- Requirement:
Return, from the listing below, each line where the word "طريق" appears.

- Records for processing:
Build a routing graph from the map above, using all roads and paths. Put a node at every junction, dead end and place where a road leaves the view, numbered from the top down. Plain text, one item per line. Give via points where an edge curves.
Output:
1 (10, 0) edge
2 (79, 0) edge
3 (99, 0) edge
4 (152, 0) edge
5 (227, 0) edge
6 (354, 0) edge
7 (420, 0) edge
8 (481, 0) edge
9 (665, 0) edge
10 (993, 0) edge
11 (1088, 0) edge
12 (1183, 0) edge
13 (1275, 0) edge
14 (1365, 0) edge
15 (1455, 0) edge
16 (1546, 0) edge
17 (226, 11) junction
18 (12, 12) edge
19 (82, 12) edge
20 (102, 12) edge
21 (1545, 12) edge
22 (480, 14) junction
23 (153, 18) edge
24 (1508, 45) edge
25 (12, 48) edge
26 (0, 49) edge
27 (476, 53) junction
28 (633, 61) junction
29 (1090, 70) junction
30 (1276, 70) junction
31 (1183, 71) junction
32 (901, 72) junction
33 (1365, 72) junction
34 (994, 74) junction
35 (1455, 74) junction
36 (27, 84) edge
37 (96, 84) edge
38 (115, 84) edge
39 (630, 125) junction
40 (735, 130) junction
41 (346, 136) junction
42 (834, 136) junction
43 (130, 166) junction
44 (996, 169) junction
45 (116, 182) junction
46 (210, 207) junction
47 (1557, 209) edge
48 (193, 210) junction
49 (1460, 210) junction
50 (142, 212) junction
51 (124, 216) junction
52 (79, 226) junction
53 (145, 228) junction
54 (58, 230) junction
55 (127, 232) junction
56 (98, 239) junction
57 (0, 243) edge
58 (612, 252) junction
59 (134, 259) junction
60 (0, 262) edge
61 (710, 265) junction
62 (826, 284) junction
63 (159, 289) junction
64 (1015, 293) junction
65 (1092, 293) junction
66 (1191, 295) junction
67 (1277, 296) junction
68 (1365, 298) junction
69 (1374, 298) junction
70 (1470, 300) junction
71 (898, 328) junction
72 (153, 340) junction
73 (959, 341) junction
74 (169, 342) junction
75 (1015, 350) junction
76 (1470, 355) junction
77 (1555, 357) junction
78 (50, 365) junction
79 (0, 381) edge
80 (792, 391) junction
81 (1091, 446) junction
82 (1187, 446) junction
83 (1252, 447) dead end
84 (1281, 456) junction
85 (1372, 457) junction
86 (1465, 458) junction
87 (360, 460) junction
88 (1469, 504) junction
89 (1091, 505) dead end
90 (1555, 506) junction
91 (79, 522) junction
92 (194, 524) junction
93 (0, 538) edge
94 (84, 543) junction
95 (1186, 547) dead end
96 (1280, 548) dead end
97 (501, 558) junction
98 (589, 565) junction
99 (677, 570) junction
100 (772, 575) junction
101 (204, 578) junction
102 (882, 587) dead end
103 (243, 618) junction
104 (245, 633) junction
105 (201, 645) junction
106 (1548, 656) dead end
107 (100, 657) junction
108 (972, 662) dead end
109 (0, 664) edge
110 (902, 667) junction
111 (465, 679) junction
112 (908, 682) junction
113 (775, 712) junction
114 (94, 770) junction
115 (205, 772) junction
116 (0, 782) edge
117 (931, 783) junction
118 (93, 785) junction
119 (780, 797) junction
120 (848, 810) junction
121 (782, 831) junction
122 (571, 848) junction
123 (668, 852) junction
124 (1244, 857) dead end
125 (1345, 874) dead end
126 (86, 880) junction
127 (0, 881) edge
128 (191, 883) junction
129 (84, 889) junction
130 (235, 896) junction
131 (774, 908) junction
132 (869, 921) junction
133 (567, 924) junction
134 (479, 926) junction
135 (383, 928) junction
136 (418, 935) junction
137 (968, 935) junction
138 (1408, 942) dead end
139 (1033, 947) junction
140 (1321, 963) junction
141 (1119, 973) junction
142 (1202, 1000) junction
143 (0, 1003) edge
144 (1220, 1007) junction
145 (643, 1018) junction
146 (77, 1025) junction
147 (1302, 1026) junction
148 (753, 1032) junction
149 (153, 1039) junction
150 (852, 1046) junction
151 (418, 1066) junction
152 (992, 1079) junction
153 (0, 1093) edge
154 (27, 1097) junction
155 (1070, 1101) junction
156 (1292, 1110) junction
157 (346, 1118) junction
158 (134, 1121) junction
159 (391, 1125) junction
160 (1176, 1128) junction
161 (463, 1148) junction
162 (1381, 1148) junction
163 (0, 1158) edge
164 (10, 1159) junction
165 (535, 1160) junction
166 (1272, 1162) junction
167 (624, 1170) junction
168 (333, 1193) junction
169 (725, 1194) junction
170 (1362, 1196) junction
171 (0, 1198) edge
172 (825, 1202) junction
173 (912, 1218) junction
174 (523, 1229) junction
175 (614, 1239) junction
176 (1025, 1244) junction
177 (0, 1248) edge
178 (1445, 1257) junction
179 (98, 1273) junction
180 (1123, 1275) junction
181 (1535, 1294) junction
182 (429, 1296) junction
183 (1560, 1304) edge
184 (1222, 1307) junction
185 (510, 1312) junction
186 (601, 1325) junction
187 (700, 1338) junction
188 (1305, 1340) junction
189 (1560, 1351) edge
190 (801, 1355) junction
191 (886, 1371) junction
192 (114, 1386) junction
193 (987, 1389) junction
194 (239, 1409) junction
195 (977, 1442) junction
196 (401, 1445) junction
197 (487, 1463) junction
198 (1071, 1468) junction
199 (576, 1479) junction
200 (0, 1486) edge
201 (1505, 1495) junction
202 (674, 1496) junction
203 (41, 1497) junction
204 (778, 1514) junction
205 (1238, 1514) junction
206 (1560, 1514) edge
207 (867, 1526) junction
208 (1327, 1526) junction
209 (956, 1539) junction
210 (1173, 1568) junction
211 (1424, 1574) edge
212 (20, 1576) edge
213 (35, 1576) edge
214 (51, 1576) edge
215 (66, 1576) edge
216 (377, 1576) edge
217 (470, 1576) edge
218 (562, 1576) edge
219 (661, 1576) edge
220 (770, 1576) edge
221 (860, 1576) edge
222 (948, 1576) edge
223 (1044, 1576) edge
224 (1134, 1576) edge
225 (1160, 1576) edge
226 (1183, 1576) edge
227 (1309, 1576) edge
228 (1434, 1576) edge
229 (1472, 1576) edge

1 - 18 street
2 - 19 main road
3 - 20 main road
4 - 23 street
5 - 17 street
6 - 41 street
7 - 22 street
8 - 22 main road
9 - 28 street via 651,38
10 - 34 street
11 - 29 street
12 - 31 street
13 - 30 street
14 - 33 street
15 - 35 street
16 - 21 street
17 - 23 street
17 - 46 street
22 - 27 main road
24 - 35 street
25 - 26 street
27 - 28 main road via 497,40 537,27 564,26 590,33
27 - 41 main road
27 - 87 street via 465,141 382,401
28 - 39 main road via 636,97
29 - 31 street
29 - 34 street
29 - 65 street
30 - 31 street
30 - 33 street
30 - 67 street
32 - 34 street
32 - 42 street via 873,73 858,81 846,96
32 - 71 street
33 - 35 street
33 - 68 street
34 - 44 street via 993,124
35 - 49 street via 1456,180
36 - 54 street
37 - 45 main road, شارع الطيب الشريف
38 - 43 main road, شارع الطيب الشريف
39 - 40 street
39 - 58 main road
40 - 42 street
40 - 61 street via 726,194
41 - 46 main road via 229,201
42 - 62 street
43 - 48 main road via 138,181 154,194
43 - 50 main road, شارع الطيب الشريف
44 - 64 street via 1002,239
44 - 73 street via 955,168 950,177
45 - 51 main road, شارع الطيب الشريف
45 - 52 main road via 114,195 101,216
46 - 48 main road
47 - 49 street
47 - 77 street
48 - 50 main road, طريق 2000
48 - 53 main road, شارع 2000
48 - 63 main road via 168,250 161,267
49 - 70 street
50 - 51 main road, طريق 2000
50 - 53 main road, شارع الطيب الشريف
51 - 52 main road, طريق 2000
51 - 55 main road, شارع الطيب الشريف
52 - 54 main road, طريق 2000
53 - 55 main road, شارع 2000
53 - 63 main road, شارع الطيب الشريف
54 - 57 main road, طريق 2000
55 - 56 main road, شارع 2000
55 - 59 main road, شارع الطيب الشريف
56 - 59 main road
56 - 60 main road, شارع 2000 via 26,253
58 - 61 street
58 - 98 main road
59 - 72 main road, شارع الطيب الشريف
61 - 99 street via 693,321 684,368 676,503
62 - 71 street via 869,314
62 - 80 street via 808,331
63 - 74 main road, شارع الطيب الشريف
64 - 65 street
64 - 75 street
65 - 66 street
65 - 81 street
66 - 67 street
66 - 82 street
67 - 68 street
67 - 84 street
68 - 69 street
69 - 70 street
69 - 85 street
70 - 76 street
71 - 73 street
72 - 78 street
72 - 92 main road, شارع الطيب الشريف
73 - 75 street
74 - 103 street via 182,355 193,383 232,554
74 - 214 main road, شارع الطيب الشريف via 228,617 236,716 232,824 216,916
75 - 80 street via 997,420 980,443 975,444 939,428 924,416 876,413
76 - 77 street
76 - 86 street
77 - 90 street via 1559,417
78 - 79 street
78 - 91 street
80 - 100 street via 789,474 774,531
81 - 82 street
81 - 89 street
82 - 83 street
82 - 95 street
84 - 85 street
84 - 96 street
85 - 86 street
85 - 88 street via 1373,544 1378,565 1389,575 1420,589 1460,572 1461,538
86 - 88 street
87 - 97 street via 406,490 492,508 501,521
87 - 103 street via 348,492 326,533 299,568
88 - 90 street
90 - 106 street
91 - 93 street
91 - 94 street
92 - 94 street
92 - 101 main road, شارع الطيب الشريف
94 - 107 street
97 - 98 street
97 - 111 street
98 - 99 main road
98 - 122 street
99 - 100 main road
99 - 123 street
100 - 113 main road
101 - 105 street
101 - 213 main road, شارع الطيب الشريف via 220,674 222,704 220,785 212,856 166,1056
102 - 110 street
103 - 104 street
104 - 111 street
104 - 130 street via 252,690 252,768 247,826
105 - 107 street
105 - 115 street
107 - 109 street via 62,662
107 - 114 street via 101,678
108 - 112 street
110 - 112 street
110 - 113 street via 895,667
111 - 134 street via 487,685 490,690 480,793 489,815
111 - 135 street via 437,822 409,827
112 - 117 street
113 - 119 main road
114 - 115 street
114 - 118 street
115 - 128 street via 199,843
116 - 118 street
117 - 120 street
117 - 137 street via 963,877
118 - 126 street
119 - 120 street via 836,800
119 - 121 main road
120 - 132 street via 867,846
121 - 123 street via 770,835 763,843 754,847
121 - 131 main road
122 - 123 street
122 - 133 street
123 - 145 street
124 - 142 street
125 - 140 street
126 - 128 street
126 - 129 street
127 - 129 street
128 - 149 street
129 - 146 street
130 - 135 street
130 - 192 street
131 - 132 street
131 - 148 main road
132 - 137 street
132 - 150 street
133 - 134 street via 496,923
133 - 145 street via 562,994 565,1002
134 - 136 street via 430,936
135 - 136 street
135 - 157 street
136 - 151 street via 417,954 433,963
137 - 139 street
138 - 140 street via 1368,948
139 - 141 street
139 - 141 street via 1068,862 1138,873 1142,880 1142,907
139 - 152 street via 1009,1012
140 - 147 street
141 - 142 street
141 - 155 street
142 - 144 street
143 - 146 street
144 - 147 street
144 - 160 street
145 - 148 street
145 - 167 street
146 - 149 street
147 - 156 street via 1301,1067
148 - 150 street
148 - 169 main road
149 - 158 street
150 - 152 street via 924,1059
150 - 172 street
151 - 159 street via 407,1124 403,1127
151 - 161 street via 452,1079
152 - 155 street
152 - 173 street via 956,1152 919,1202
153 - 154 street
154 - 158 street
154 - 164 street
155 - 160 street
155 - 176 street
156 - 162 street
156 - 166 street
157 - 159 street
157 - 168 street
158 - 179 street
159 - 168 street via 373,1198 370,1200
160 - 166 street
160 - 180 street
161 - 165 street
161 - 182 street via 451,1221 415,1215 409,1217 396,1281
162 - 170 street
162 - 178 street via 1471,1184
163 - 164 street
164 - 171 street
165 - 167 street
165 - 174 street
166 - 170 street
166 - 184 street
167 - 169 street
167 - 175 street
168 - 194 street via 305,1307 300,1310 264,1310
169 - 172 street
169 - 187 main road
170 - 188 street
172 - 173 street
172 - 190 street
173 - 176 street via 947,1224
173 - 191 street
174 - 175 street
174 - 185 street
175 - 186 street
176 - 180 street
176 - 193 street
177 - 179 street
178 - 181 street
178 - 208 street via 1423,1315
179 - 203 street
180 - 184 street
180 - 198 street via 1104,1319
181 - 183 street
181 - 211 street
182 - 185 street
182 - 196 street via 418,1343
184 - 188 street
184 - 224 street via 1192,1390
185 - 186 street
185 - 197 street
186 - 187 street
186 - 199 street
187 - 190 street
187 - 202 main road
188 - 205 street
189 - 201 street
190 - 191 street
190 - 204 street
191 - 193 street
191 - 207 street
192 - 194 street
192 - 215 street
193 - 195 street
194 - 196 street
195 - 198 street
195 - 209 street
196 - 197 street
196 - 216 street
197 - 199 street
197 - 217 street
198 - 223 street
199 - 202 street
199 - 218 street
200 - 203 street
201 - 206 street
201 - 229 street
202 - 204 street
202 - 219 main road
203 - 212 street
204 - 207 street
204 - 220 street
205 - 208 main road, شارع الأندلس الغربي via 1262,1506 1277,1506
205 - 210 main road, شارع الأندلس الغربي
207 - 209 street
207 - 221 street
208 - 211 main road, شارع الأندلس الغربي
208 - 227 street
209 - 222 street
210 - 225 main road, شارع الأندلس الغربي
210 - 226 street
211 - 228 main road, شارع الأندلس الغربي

- Solution:
48 - 50 main road, طريق 2000
50 - 51 main road, طريق 2000
51 - 52 main road, طريق 2000
52 - 54 main road, طريق 2000
54 - 57 main road, طريق 2000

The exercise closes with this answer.